Your assignment =>
Leave the pictures out while you restate every entry below word for word.

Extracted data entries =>
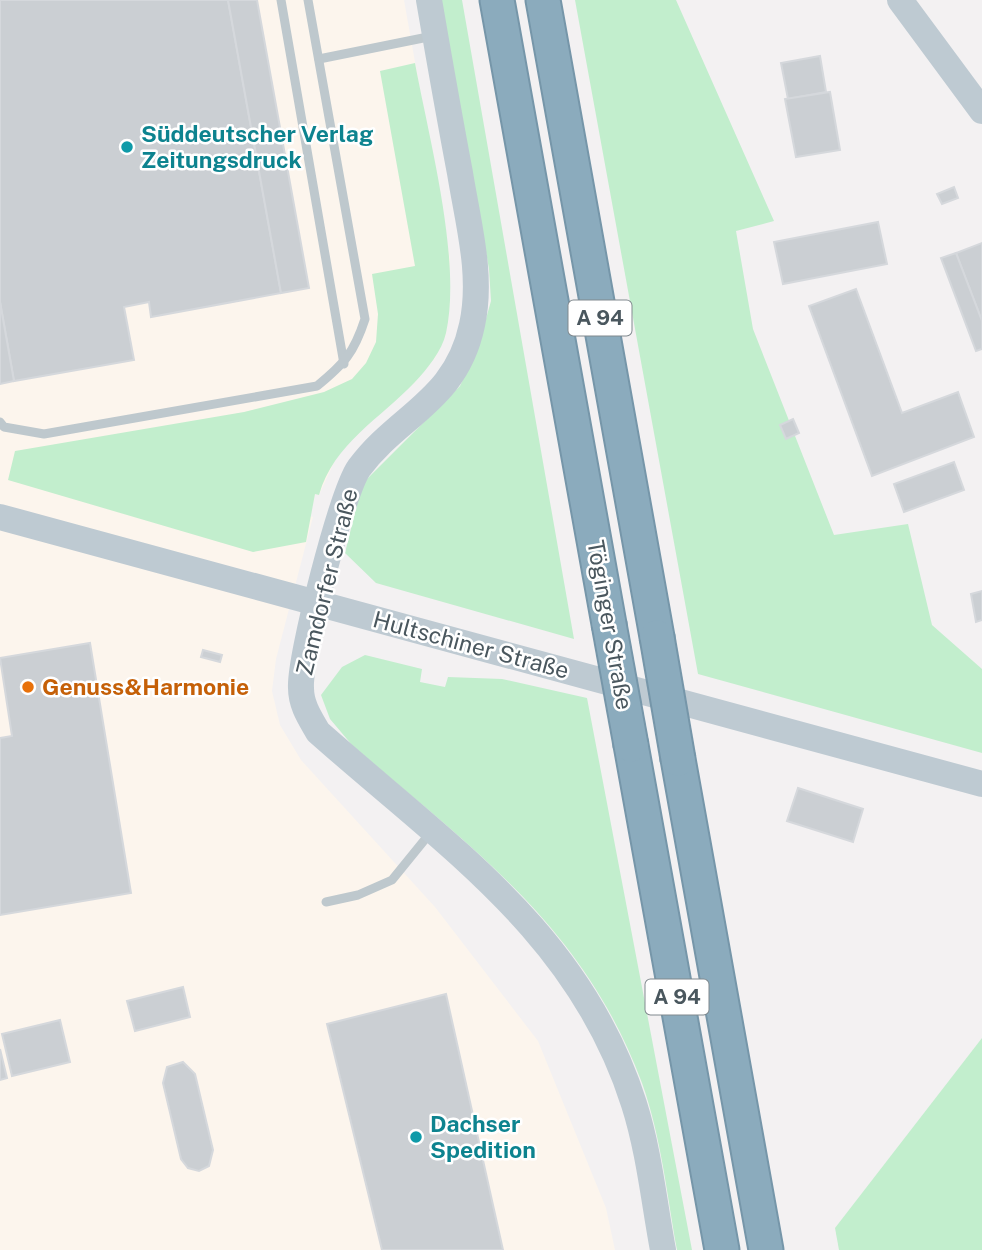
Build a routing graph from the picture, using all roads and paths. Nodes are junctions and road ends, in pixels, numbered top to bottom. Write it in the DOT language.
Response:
graph roads {
  1 [pos="281,0"];
  2 [pos="308,0"];
  3 [pos="429,0"];
  4 [pos="497,0"];
  5 [pos="543,0"];
  6 [pos="900,0"];
  7 [pos="435,36"];
  8 [pos="319,59"];
  9 [pos="982,111"];
  10 [pos="344,364"];
  11 [pos="0,422"];
  12 [pos="0,517"];
  13 [pos="318,604"];
  14 [pos="982,784"];
  15 [pos="432,831"];
  16 [pos="326,902"];
  17 [pos="663,1250"];
  18 [pos="722,1250"];
  19 [pos="766,1250"];
  1 -- 10 [label="lane"];
  2 -- 8 [label="lane"];
  3 -- 7 [label="street, Zamdorfer Straße"];
  4 -- 18 [label="highway, Töginger Straße / A 94, bridge"];
  5 -- 19 [label="highway, Töginger Straße / A 94, bridge"];
  6 -- 9 [label="street"];
  7 -- 8 [label="lane"];
  7 -- 13 [label="street, Zamdorfer Straße"];
  8 -- 10 [label="lane"];
  10 -- 11 [label="lane"];
  12 -- 13 [label="street, Hultschiner Straße"];
  13 -- 14 [label="street, Hultschiner Straße"];
  13 -- 15 [label="street, Zamdorfer Straße"];
  15 -- 16 [label="lane"];
  15 -- 17 [label="street, Zamdorfer Straße"];
}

Solution to the exercise =>
Build a routing graph from the picture, using all roads and paths. Nodes are junctions and road ends, in pixels, numbered top to bottom. Write it in the DOT language.
Response:
graph roads {
  1 [pos="281,0"];
  2 [pos="308,0"];
  3 [pos="429,0"];
  4 [pos="497,0"];
  5 [pos="543,0"];
  6 [pos="900,0"];
  7 [pos="435,36"];
  8 [pos="319,59"];
  9 [pos="982,111"];
  10 [pos="344,364"];
  11 [pos="0,422"];
  12 [pos="0,517"];
  13 [pos="318,604"];
  14 [pos="982,784"];
  15 [pos="432,831"];
  16 [pos="326,902"];
  17 [pos="663,1250"];
  18 [pos="722,1250"];
  19 [pos="766,1250"];
  1 -- 10 [label="lane"];
  2 -- 8 [label="lane"];
  3 -- 7 [label="street, Zamdorfer Straße"];
  4 -- 18 [label="highway, Töginger Straße / A 94, bridge"];
  5 -- 19 [label="highway, Töginger Straße / A 94, bridge"];
  6 -- 9 [label="street"];
  7 -- 8 [label="lane"];
  7 -- 13 [label="street, Zamdorfer Straße"];
  8 -- 10 [label="lane"];
  10 -- 11 [label="lane"];
  12 -- 13 [label="street, Hultschiner Straße"];
  13 -- 14 [label="street, Hultschiner Straße"];
  13 -- 15 [label="street, Zamdorfer Straße"];
  15 -- 16 [label="lane"];
  15 -- 17 [label="street, Zamdorfer Straße"];
}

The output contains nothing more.